There was a little consternation recently in LCHF circles, when a piece came out suggesting HDL-C is NOT a negative risk factor for CHD etc. after all (http://ht.ly/DheeU) Huh? I was rather surprised at the assertion, as pretty much all data I have seen has been unequivocal on the matter, especially when HDL-C is included in ratio form with other parameters, and not JUST for Insulin Resistant cohort either. Mechanistic evidence agrees overwhelmingly. So how can two pillars of root cause be wrong, even in the absence of an RCT that proves finally (drug-based RCT’s for HDL have been a farce)? Let’s take a look at the lauded AMORIS Study, case-cotrol yes, but >200,000 people; we’ll see if the new assertion is mathematically probable, shall we? This study, like many others, demonstrated the primacy of ApoB/ApoA1 as THE predictor of Cardiovascular Issues. In case there’s a need for clarity, ApoB or LDL-P is the particle count, a more predictive measure than LDL-C, and Apo-AI is similarly the better proxy for HDL-C :
Wow – did you just see that? I didn’t make it up, although it looks too perfect to be true – but it is. And that’s a Log Scale. And the same relationship is seen in countless trials and case-control studies e.g. Interheart, one of the biggest of them all, across many countries and brutally consistent throughout. Now let’s look at ApoB and ApoA1 separated out from the same data:
NICE! (no, not the NICE that gives medication guidelines – sometimes they’re crap). Genuine “nice”. As can be seen, high ApoB is largely equivalent to low ApoA1 in terms of risk (blue circles). Back to the assertion re: HDL: if Apo1 is not a big deal, and ApoB is the only game in town, how is low ApoA1 yielding high risk in the leftmost corner, with ApoB low? Anyway, ideally you would aim to have low ApoB and high ApoA1 simultaneously (green). And if you have high ApoB and low ApoA1 well…….don’t put off those retirement plans – do it now! Okay, we’re nearly there – because the asserters may call out: “but that’s ApoA1 – that’s not the same as HDL-C! “ Well mathematics, the highest science of all, should be given a chance to answer that – from the same dataset:
And there we have it – we can see excellent correlation between HDL-C and ApoA1. So in this excellently executed study, HDL-C will almost certainly reflect ApoA1 where it matters. And it DOES appear to matter – a lot. But do I hear someone griping “it’s not an exact proxy though?” Well the axes aren’t chosen to look at the exactness of the match – so I took the ApoA1 line and translated it quickly to check:
And there you have it – Red HDL-C against Blue ApoA1. Therefore:
1. ApoB/ApoA1 is THE critical predictive marker for cardiovascular risk (again and again, accepted by almost everyone in the field..)

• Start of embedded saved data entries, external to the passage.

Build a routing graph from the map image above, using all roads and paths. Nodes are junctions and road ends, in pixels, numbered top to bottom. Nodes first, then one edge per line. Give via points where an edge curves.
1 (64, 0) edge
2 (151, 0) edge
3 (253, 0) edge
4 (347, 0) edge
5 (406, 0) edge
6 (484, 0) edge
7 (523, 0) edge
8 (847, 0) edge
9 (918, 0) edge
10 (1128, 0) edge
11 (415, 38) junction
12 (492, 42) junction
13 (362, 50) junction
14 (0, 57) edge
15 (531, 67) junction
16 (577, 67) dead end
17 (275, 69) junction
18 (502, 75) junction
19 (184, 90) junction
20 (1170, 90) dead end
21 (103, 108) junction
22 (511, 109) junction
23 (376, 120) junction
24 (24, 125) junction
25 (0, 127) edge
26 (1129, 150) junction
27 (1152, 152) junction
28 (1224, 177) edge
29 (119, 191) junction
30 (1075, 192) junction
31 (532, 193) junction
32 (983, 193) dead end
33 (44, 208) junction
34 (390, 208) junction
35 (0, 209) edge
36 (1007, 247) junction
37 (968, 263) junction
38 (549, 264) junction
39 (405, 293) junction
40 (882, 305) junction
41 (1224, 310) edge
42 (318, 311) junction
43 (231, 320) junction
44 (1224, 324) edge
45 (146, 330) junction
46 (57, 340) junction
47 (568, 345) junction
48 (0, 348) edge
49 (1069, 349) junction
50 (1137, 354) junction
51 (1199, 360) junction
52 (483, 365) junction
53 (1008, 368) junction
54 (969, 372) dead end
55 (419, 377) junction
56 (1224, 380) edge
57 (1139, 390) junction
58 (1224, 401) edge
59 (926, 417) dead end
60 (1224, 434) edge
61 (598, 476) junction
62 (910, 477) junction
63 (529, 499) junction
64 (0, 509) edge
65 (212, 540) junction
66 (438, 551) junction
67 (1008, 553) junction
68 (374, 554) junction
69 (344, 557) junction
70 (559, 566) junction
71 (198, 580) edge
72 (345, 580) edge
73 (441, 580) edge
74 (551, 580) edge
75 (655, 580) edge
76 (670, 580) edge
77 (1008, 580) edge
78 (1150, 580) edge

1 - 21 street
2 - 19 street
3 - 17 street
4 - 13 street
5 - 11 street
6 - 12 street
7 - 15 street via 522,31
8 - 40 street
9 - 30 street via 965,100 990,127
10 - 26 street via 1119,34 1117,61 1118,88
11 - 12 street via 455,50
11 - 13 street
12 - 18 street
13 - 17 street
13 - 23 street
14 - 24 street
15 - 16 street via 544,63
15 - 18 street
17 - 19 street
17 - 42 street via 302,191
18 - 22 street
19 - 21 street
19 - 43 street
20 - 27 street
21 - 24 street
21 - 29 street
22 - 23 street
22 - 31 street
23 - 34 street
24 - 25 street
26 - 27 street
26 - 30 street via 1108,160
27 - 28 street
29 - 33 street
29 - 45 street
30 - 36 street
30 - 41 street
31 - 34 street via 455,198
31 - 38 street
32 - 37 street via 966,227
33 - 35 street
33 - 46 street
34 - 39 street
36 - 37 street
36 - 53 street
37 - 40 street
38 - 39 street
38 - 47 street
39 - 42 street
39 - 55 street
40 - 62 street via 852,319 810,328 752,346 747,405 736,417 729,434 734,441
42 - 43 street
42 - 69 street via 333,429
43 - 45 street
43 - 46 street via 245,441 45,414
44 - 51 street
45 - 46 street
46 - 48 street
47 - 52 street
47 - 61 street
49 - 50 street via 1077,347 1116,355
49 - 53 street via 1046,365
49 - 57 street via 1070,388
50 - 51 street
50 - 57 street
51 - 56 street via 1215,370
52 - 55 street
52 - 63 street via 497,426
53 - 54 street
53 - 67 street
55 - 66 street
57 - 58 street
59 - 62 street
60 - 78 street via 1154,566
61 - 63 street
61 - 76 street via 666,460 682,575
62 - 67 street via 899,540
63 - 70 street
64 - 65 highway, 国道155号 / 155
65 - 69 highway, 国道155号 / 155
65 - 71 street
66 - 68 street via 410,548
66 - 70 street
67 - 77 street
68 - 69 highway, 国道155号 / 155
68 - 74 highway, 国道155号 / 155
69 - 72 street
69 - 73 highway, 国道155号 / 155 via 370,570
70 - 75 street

2. Both ApoB AND ApoA1 appear to near equally contribute to the critical marker’s value.
3. HDL-C is shown as an excellent proxy for ApoA1 in REAL WORLD EMPIRICAL DATA.
4. HDL-C must be thus hugely important, as is ApoB in fairness – no questions there (except if one is LCHF and ultra-low Insulin etc)
5. HDL-C : ApoA1 and ApoB can be optimized by LCHF for the majority (and Trigs / Insulin / BG / HbA1c, Inflammation, GGT etc etc etc etc are sorted simultaneously !)
6. Sadly, chemicals can only target ApoB – that’s why I’d never take ’em – not when the obvious solution is, well, obvious.
7. There are masses of data that triangulate to the above conclusion also, but they’re not even needed to disprove the assertion.
The Fat Emperor
And there’s more – even if your ApoB stays genetically highish on LCHF, you’ll tend towards low Insulin, which is critical to the system. And you’ll could squirm yourself into the leftmost group from Quebec:
Yawn. A glass of wine before bed methinks. That took it out of me….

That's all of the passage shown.